WORK INSTRUCTION –
How many of the lines below contain "their"? Reply with only that figure.

*****

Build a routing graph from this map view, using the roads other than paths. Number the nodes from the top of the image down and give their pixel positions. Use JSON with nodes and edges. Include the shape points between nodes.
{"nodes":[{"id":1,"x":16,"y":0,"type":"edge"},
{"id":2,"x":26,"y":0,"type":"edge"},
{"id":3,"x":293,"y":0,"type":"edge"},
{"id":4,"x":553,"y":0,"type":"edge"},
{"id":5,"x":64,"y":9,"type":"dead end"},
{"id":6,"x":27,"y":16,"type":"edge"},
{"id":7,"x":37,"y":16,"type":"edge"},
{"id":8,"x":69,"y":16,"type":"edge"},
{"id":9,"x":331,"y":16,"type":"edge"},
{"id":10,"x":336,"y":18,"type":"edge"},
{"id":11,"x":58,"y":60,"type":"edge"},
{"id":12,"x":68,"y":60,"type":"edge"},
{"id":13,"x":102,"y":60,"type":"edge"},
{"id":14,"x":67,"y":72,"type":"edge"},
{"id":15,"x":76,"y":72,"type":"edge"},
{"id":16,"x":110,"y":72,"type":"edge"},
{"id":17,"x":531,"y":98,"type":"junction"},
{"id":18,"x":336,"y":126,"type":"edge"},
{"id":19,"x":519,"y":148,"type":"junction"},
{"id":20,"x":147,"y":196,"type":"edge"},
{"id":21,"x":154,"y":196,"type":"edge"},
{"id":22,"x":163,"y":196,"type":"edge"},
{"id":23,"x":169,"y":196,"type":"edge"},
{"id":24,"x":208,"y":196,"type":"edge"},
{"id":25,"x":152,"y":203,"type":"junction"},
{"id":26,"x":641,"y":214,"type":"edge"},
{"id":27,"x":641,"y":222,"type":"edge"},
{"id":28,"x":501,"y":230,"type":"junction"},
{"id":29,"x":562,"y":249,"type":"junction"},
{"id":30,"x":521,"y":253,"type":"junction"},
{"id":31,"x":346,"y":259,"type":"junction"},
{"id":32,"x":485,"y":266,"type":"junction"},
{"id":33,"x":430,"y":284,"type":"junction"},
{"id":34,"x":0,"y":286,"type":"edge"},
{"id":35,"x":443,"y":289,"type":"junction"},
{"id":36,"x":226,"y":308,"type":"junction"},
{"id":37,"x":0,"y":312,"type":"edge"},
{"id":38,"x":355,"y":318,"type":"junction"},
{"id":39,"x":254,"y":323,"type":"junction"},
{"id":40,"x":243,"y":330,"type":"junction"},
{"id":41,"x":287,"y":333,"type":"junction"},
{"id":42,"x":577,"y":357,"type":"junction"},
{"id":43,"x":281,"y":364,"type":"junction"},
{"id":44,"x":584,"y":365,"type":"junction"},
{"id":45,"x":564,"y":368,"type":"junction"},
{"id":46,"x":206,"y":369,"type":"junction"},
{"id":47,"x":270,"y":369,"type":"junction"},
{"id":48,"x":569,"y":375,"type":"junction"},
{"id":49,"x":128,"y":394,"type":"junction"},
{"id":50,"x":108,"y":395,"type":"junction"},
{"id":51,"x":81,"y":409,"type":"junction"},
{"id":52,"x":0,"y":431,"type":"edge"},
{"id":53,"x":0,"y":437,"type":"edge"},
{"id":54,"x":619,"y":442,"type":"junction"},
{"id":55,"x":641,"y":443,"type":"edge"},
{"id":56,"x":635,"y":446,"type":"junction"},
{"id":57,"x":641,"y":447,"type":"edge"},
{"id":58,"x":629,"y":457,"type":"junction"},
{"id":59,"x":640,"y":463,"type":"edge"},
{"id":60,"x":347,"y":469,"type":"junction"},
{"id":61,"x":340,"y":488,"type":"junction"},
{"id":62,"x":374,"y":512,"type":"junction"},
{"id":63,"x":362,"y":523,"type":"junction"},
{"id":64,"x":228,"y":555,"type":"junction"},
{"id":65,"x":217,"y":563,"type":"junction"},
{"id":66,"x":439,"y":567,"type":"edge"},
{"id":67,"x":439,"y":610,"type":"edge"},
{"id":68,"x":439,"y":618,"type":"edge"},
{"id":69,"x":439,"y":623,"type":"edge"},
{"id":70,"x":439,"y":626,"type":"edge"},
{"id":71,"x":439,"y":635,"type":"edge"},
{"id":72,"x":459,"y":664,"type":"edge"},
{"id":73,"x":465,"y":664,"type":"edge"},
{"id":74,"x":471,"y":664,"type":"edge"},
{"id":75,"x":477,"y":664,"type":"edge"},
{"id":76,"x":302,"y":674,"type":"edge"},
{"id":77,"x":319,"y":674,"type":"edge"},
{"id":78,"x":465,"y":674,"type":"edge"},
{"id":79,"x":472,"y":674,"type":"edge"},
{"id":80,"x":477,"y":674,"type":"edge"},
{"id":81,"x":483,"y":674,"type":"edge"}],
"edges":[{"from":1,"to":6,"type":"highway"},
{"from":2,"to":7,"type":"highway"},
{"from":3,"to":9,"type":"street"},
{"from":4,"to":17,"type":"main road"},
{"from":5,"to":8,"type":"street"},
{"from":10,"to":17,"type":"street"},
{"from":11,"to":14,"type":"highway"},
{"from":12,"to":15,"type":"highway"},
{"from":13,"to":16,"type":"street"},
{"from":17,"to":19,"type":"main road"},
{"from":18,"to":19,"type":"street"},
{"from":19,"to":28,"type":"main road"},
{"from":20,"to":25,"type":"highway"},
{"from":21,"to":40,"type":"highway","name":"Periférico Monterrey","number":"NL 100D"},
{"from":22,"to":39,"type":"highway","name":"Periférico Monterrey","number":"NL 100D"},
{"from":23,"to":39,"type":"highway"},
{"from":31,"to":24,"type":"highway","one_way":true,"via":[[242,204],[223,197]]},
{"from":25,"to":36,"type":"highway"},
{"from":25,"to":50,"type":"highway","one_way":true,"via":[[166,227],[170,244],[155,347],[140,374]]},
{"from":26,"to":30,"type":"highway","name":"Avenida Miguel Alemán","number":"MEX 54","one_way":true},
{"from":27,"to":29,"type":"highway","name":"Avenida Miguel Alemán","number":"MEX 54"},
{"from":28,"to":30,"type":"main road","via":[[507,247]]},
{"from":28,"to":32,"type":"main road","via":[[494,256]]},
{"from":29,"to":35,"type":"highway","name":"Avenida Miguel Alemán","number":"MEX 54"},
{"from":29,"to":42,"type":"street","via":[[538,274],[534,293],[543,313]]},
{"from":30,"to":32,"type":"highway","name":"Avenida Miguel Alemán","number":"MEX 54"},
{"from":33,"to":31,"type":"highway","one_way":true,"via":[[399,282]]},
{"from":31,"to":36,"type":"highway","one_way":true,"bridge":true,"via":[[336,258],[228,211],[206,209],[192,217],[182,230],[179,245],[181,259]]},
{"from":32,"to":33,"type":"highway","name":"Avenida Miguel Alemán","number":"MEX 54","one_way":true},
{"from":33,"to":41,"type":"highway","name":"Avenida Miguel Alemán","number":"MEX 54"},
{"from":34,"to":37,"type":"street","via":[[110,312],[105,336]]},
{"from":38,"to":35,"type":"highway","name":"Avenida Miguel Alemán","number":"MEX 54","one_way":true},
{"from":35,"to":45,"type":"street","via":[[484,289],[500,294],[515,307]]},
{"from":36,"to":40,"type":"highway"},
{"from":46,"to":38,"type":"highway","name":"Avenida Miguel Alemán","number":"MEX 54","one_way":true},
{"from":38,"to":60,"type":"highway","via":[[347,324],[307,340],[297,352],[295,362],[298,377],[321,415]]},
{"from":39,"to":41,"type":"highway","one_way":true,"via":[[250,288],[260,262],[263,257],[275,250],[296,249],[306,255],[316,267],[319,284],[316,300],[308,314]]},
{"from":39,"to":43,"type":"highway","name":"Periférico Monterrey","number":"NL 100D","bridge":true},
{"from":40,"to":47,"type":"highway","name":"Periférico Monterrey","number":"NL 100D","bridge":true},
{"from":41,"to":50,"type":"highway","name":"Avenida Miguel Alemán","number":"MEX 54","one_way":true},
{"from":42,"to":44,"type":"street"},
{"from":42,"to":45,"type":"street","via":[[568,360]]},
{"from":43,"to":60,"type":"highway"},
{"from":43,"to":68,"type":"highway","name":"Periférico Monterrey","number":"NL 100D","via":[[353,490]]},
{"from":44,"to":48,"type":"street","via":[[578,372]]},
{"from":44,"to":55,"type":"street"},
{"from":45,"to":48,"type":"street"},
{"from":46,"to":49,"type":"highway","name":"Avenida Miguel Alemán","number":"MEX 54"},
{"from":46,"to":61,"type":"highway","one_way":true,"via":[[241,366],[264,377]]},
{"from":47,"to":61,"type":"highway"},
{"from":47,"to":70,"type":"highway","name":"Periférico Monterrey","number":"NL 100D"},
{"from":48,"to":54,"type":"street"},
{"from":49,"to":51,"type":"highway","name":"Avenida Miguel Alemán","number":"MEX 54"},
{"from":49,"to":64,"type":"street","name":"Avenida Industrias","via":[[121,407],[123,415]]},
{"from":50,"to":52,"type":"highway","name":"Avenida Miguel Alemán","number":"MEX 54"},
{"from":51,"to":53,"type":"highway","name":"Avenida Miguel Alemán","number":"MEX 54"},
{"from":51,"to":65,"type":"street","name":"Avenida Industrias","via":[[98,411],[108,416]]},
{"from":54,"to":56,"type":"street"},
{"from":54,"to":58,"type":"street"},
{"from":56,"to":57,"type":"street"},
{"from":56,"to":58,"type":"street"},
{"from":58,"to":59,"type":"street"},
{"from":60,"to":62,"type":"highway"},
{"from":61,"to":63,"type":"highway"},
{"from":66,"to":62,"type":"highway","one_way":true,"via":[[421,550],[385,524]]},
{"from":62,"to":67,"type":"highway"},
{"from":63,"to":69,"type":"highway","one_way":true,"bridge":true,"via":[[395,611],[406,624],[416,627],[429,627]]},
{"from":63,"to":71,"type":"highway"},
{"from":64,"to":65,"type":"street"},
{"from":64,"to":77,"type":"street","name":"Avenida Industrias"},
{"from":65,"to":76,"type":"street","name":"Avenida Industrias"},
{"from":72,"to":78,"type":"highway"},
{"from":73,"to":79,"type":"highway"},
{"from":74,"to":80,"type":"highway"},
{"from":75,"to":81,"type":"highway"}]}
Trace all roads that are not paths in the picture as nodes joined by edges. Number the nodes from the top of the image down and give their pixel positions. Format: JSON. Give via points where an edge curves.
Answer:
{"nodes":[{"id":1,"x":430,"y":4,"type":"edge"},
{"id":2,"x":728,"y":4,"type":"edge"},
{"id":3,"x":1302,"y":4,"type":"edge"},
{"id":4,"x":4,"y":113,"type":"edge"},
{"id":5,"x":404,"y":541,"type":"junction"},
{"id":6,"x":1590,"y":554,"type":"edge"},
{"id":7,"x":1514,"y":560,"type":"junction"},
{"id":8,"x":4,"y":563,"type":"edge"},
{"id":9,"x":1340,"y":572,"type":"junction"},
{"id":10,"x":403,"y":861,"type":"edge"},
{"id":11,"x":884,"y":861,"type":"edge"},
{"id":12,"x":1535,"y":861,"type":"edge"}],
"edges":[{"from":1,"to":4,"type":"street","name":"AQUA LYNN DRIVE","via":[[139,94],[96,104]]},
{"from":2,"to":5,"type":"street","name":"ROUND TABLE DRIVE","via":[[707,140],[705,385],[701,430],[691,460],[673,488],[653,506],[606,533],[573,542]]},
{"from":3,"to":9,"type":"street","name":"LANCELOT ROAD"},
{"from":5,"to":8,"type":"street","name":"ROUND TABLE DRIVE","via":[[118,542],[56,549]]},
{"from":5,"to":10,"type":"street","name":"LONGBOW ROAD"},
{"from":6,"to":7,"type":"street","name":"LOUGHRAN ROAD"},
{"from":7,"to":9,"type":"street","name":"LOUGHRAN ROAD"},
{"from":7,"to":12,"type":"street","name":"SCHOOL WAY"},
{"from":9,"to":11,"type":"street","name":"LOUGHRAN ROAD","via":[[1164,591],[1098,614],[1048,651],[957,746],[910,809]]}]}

*****

RESPONSE –
2